D’entrée de jeu, Boskowitz ne refuse pas le malaise, souhaitant redéfinir le rôle même du spectateur, face à lui-même aussi bien qu’aux mots des autres tout au long du spectacle. Le public, dans des estrades distribuées sur deux axes perpendiculaires, s’assoit au son de la voix de Genêt et une projection partielle, qui permet aux sous-titres (traduction anglaise du propos) de retenir l’attention, sur quatre panneaux (référence sans doute aux Paravents du dramaturge) placés légèrement de guingois. Le silence s’installe ensuite, voile diffus qui devient peu à peu plus oppressant, en un 4’33’’ nouveau genre et puis, enfin, une voix s’élève, on ne comprend pas tout de suite d’où, grâce à la semi-obscurité ambiante. Dieudonné Niangouna s’incarne, se mêle aux spectateurs, qu’il frôle, déstabilise, qui ne réalisent pas encore que le maître du jeu n’est pas celui que l’on croit, que les rôles peuvent basculer à tout moment, les digressions intégrées à la trame narrative se fondre en dérapages.
Boskowitz commence son interrogatoire, précautionneusement. Genet se rebiffe, mais accepte de se révéler en partie. Il évoquera avec réticence la colonie pénitentiaire de Mettray, première cellule qui l’accueillera au cours d’une série de larcins, où il découvrira l’amour – ou serait-ce plutôt la mort? – et l’écriture.
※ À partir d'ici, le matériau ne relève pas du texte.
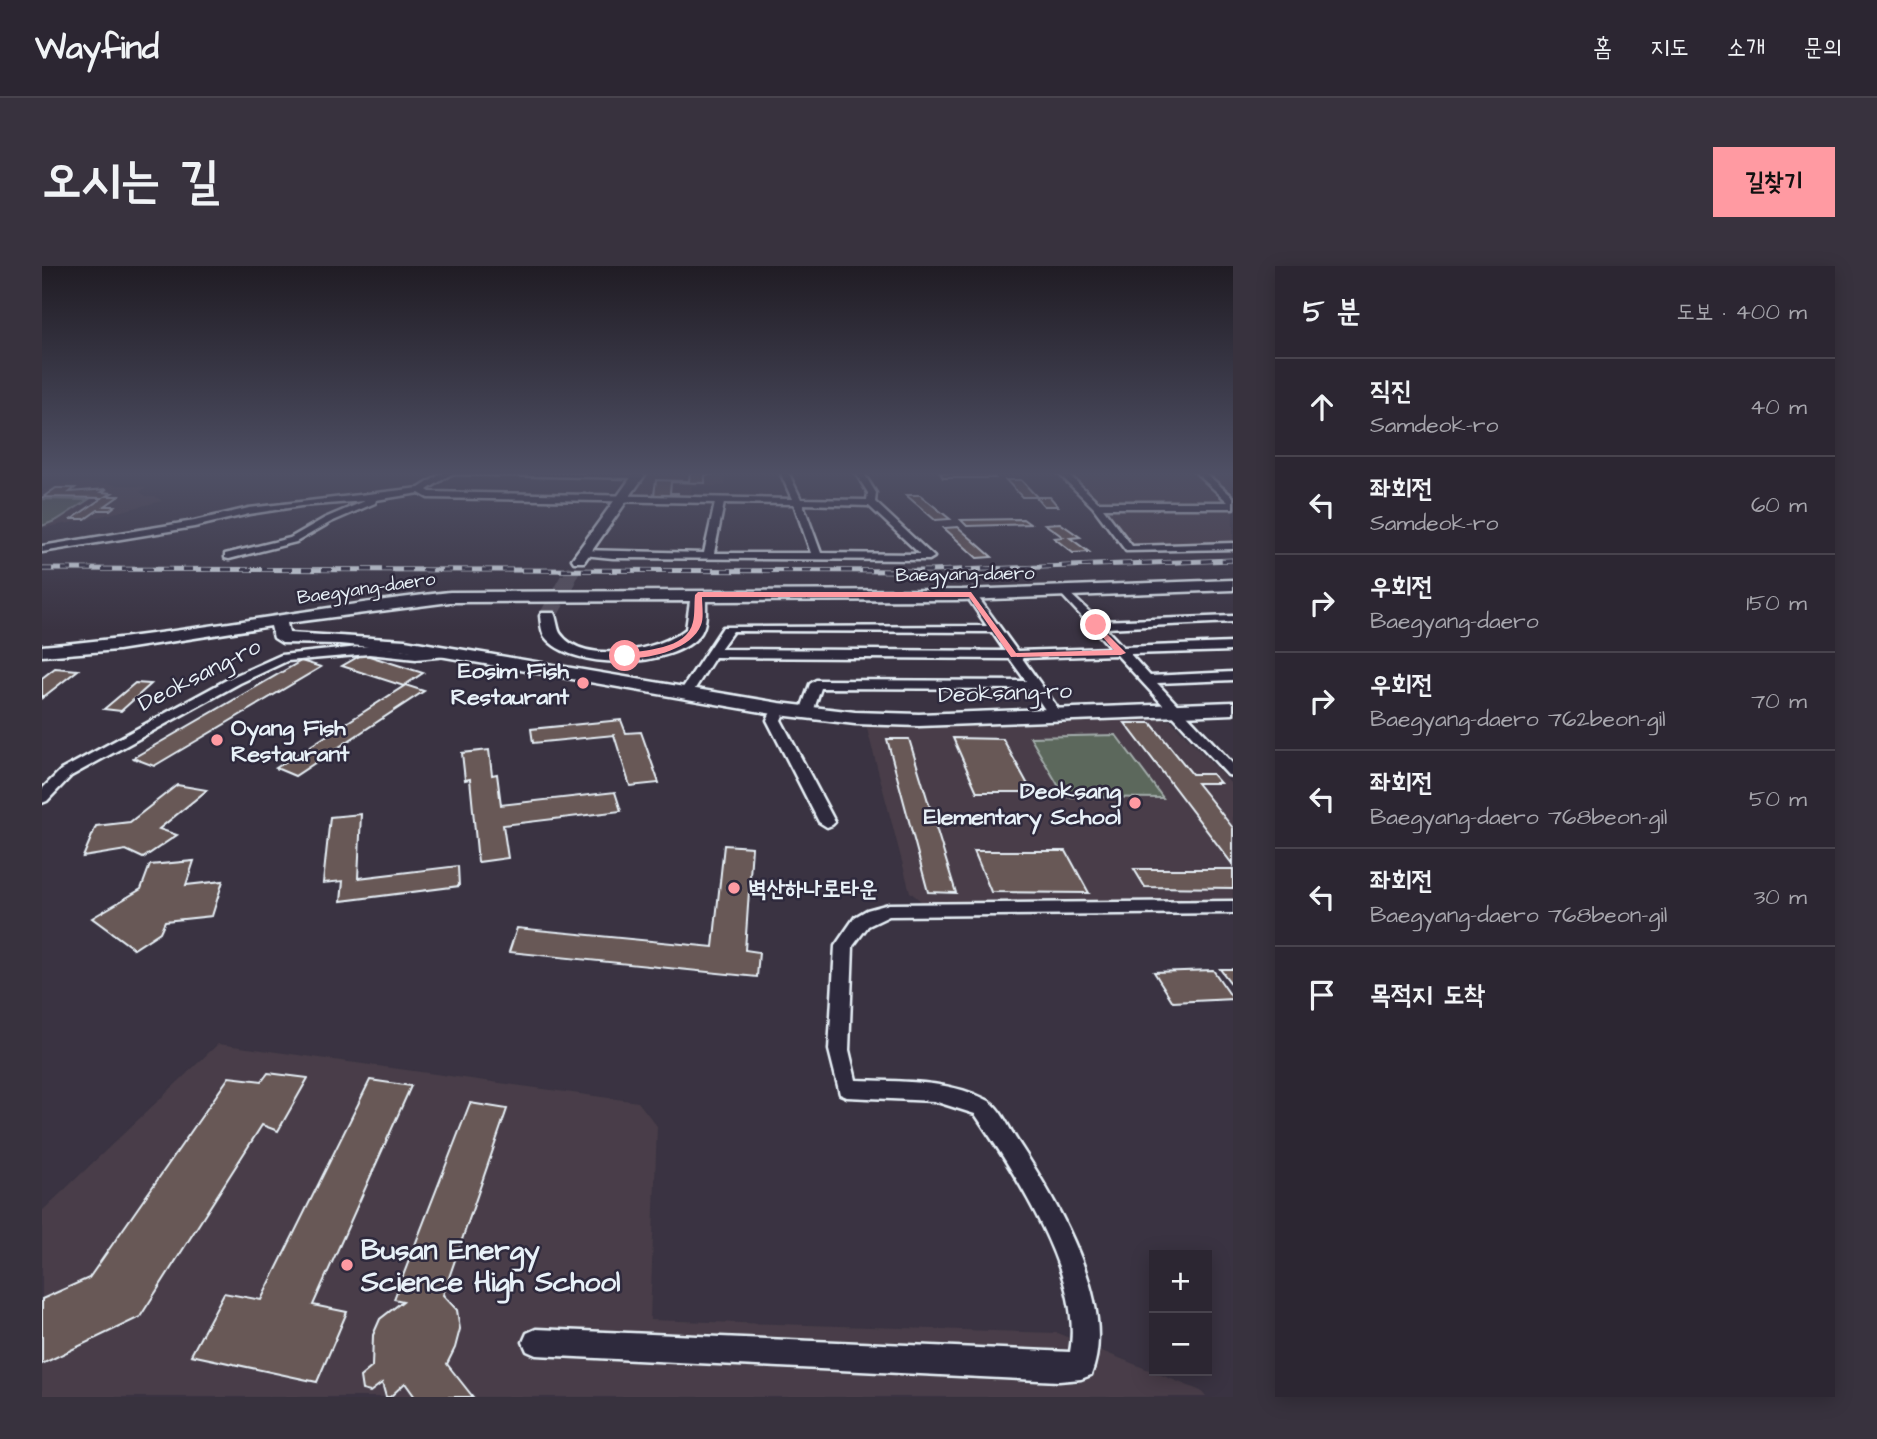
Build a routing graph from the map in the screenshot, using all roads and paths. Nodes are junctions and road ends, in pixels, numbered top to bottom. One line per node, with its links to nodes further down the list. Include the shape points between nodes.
1 (189, 525): 9 (street)
2 (320, 525): 10 (street, via 293,540)
3 (603, 525): 11 (main road)
4 (715, 525): 12 (street)
5 (806, 525): 13 (street)
6 (894, 525): 13 (street, via 929,557)
7 (1112, 525): 8 (street, via 1132,550)
8 (1233, 546)
9 (42, 549)
10 (229, 556)
11 (581, 556): 12 (street)
12 (708, 556): 13 (street)
13 (817, 557)
14 (1233, 585): 15 (main road, Baegyang-daero)
15 (1065, 592): 17 (main road, Baegyang-daero); 20 (street)
16 (698, 595): 17 (main road, Baegyang-daero); 18 (main road, via 697,625 692,634 642,655 606,656 570,649 550,636); 22 (main road, Baegyang-daero, via 450,597 366,606); 23 (main road, Baegyang-daero, via 593,588 412,593 171,629)
17 (971, 595): 21 (street)
18 (548, 616)
19 (1233, 619): 20 (street)
20 (1096, 625): 28 (street)
21 (995, 629): 27 (street, via 733,628 727,629); 29 (street)
22 (280, 630): 25 (main road, Baegyang-daero); 26 (main road, Deoksang-ro)
23 (42, 640)
24 (1233, 646): 28 (street)
25 (42, 651)
26 (448, 652): 33 (main road, Deoksang-ro); 41 (street, Deoksang-ro, via 416,655 369,650 285,658)
27 (711, 653): 29 (street); 33 (street)
28 (1121, 653): 29 (street); 31 (street)
29 (1014, 655): 32 (street)
30 (1233, 676): 31 (street)
31 (1147, 680): 36 (street)
32 (1034, 685): 37 (street, via 816,684); 38 (street)
33 (686, 692): 35 (main road, Deoksang-ro)
34 (1233, 708): 36 (main road, Deoksang-ro)
35 (779, 709): 37 (main road, Deoksang-ro); 43 (street, via 774,720)
36 (1174, 710): 38 (main road, Deoksang-ro); 39 (street)
37 (807, 712): 38 (main road, Deoksang-ro, via 919,720)
38 (1055, 714)
39 (1225, 756): 40 (street)
40 (1233, 772)
41 (66, 773): 42 (street)
42 (42, 798)
43 (827, 822)
44 (1233, 907): 45 (street, via 889,910 863,918 844,946 839,1049 847,1088 933,1092 982,1107 1040,1197 1058,1235 1083,1316 1087,1351 1081,1365)
45 (536, 1342)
L’homme de théâtre Niangouna entre bientôt en scène dans le premier de trois segments improvisés, interpellant un spectateur qui deviendra participant indirect du spectacle, établissant des liens entre la colonie pénitentiaire et la colonie tout court en une lecture décapante – mais jamais frustrée – du colonialisme, mais aussi un parallèle entre le bateau dans lequel de Brazza a débarqué (et pris possession) des lieux et le bateau que demeure tout geste créateur. Le soir de la première (les sujets variant selon l’inspiration du moment), Niangouna a également traité avec finesse de la question de la langue française, outil de communication à s’approprier plutôt qu’à rejeter en bloc. Il révèlera plus tard de grands dons de conteur quand il évoquera les histoires d’auteurs, tangente prise à partir des souvenirs de Genet réécrivant Notre-Dame des fleurs. Pour que le lecteur lie un auteur à son œuvre, ce dernier n’est-il pas condamné à réinventer le geste même qui a mené à cette création? « On ne peut pas retirer la langue française; il faut s’inventer soi-même. On écrit pour parler au monde, c’est une manière d’être avec les gens ».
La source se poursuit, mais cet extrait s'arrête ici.